▸ Directions: Look through the listing and report every line that has "scale" in it.

====== Data supplied

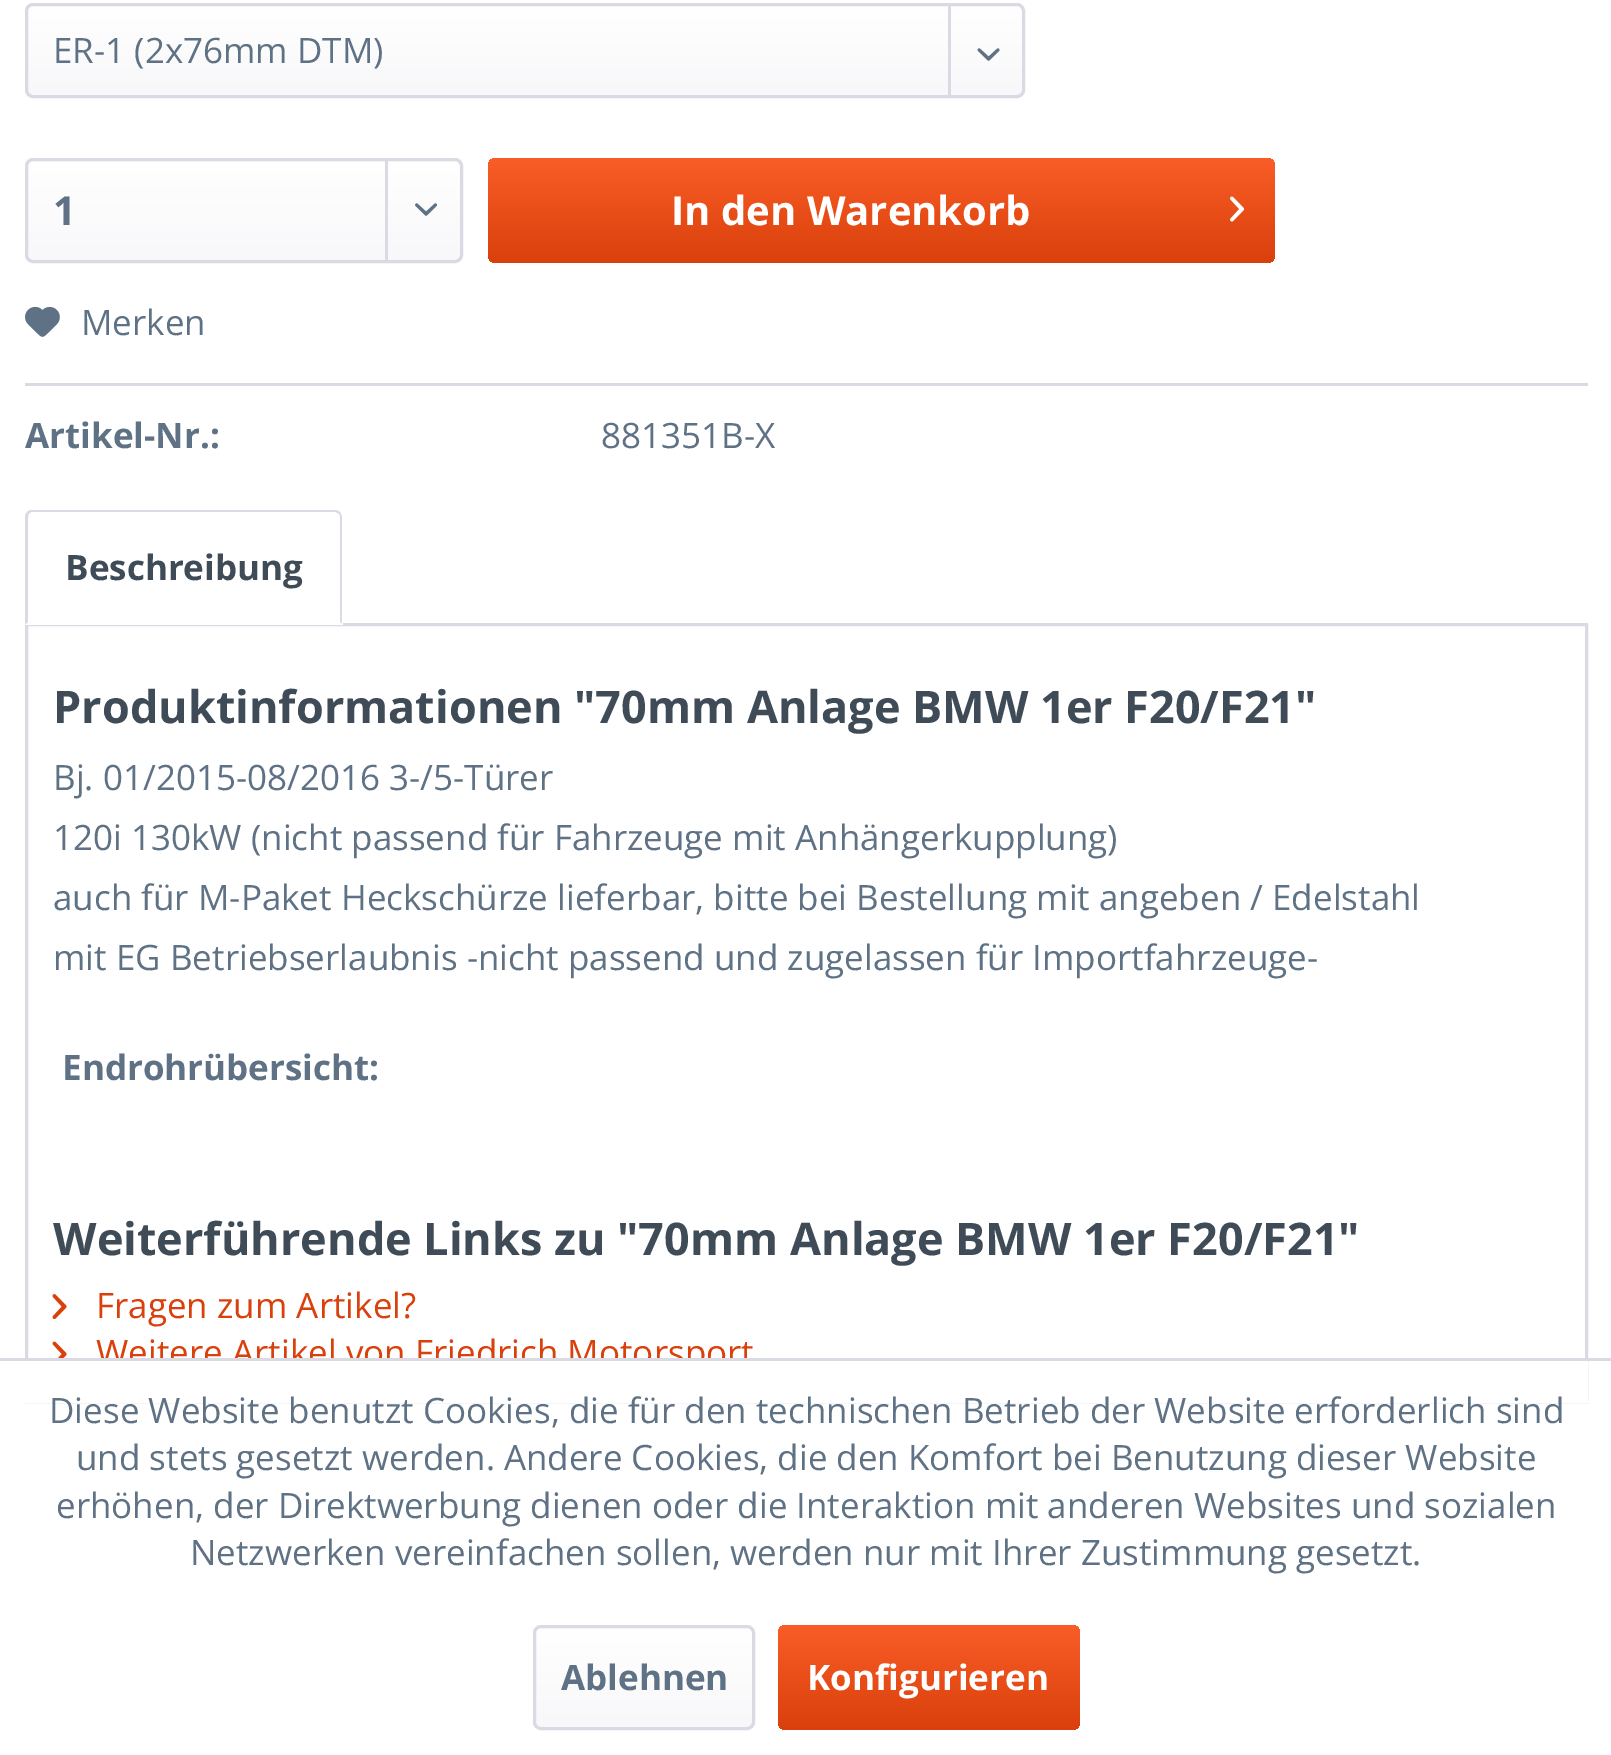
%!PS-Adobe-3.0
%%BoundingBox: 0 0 1611 1755
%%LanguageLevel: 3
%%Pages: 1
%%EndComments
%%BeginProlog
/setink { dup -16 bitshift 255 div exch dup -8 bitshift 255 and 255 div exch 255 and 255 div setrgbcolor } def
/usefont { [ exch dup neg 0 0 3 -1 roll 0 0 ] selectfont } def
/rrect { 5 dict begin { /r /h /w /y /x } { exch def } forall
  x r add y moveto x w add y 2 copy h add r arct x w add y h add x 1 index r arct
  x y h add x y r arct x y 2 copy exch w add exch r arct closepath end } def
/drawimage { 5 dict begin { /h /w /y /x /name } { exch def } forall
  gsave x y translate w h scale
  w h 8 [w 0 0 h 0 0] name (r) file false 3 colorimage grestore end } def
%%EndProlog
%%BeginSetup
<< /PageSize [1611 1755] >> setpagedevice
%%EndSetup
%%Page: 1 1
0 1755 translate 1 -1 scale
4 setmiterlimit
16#FFFFFF setink
0 0 1611 1755 rectfill
gsave 28 5 995 90 5 rrect clip newpath
<< /ShadingType 2 /ColorSpace /DeviceRGB /Coords [525 5 525 95] /Extend [true true] /Function << /FunctionType 2 /Domain [0 1] /C0 [1 1 1] /C1 [0.973 0.973 0.98] /N 1 >> >> shfill grestore
16#DADAE5 setink
3 setlinewidth
26.5 4.5 997 92 6.5 rrect stroke
/OpenSans-Regular 35 usefont
16#5F7285 setink
53 63 moveto (ER-1 \(2x76mm DTM\)) show
16#DADAE5 setink
948 5 3 90 rectfill
(img1.raw) 977 48 23 13 drawimage
gsave 28 160 432 100 5 rrect clip newpath
<< /ShadingType 2 /ColorSpace /DeviceRGB /Coords [244 160 244 260] /Extend [true true] /Function << /FunctionType 2 /Domain [0 1] /C0 [1 1 1] /C1 [0.973 0.973 0.98] /N 1 >> >> shfill grestore
26.5 159.5 435 102 6.5 rrect stroke
/OpenSans-Bold 40 usefont
16#5F7285 setink
53 225 moveto (1) show
16#DADAE5 setink
385 160 3 100 rectfill
(img2.raw) 415 203 23 13 drawimage
gsave 488 158 787 105 8 rrect clip newpath
<< /ShadingType 2 /ColorSpace /DeviceRGB /Coords [881 157 881 263] /Extend [true true] /Function << /FunctionType 2 /Domain [0 1] /C0 [0.98 0.365 0.153] /C1 [0.851 0.251 0.043] /N 1 >> >> shfill grestore
16#FFFFFF setink
671 225 moveto (In den Warenkorb) show
(img3.raw) 1230 196 15 26 drawimage
16#DADAE5 setink
25 383 1563 3 rectfill
(img4.raw) 25 306 35 31 drawimage
/OpenSans-Regular 35 usefont
16#5F7285 setink
81 335 moveto (Merken) show
/OpenSans-Bold 35 usefont
25 448 moveto (Artikel-Nr.:) show
/OpenSans-Regular 35 usefont
601 448 moveto (881351B-X) show
16#DADAE5 setink
26.5 624.5 1560 777 rectstroke
16#FFFFFF setink
33 510 moveto 335 510 lineto 339.5 510 343 513.5 343 518 curveto 343 625 lineto 25 625 lineto 25 518 lineto 25 513.5 28.5 510 33 510 curveto closepath fill
16#DADAE5 setink
32 510 moveto 30 510 28 511 27 512 curveto 29 514 lineto 31 512 lineto 335 512 lineto 336 512 338 513 339 514 curveto 340 512 lineto 339 511 337 510 335 510 curveto closepath fill
340 512 moveto 341 514 342 516 342 518 curveto 342 624 lineto 340 622 lineto 340 518 lineto 340 516 340 515 339 514 curveto closepath fill
16#FFFFFF setink
342 625 moveto 340 622 lineto 28 622 lineto 25 625 lineto closepath fill
16#DADAE5 setink
25 625 moveto 28 622 lineto 28 518 lineto 28 517 28 515 29 514 curveto 27 512 lineto 26 513 25 515 25 518 curveto closepath fill
/OpenSans-Bold 35 usefont
16#3F4C58 setink
65 580 moveto (Beschreibung) show
/OpenSans-Bold 45 usefont
53 723 moveto (Produktinformationen "70mm Anlage BMW 1er F20/F21") show
/OpenSans-Regular 35 usefont
16#5F7285 setink
[
    [(Bj. 01/2015-08/2016 3-/5-Türer) 53 790]
    [(120i 130kW \(nicht passend für Fahrzeuge mit Anhängerkupplung\)) 53 850]
    [(auch für M-Paket Heckschürze lieferbar, bitte bei Bestellung mit angeben / Edelstahl) 53 910]
    [(mit EG Betriebserlaubnis -nicht passend und zugelassen für Importfahrzeuge-) 53 970]
] { aload pop moveto show } forall
/OpenSans-Bold 35 usefont
62 1080 moveto (Endrohrübersicht:) show
/OpenSans-Bold 45 usefont
16#3F4C58 setink
53 1255 moveto (Weiterführende Links zu "70mm Anlage BMW 1er F20/F21") show
(img5.raw) 52 1294 15 25 drawimage
/OpenSans-Regular 35 usefont
16#D9400B setink
96 1318 moveto (Fragen zum Artikel?) show
(img6.raw) 52 1341 15 17 drawimage
96 1365 moveto (Weitere Artikel von Friedrich Motorsport) show
16#FFFFFF setink
25 1361 1563 42 rectfill
16#DADAE5 setink
0 1358 1611 3 rectfill
16#5F7285 setink
[
    [(Diese Website benutzt Cookies, die für den technischen Betrieb der Website erforderlich sind) 49 1423]
    [(und stets gesetzt werden. Andere Cookies, die den Komfort bei Benutzung dieser Website) 76 1470]
    [(erhöhen, der Direktwerbung dienen oder die Interaktion mit anderen Websites und sozialen) 56 1518]
    [(Netzwerken vereinfachen sollen, werden nur mit Ihrer Zustimmung gesetzt.) 190 1565]
] { aload pop moveto show } forall
gsave 535 1628 218 100 5 rrect clip newpath
<< /ShadingType 2 /ColorSpace /DeviceRGB /Coords [644 1628 644 1728] /Extend [true true] /Function << /FunctionType 2 /Domain [0 1] /C0 [1 1 1] /C1 [0.973 0.973 0.98] /N 1 >> >> shfill grestore
16#DADAE5 setink
534.5 1626.5 219 102 6.5 rrect stroke
/OpenSans-Bold 35 usefont
16#5F7285 setink
561 1690 moveto (Ablehnen) show
gsave 778 1625 302 105 8 rrect clip newpath
<< /ShadingType 2 /ColorSpace /DeviceRGB /Coords [929 1625 929 1730] /Extend [true true] /Function << /FunctionType 2 /Domain [0 1] /C0 [0.98 0.365 0.153] /C1 [0.851 0.251 0.043] /N 1 >> >> shfill grestore
16#FFFFFF setink
807 1690 moveto (Konfigurieren) show
showpage
%%EOF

============

▸ Result of this task:
  gsave x y translate w h scale
0 1755 translate 1 -1 scale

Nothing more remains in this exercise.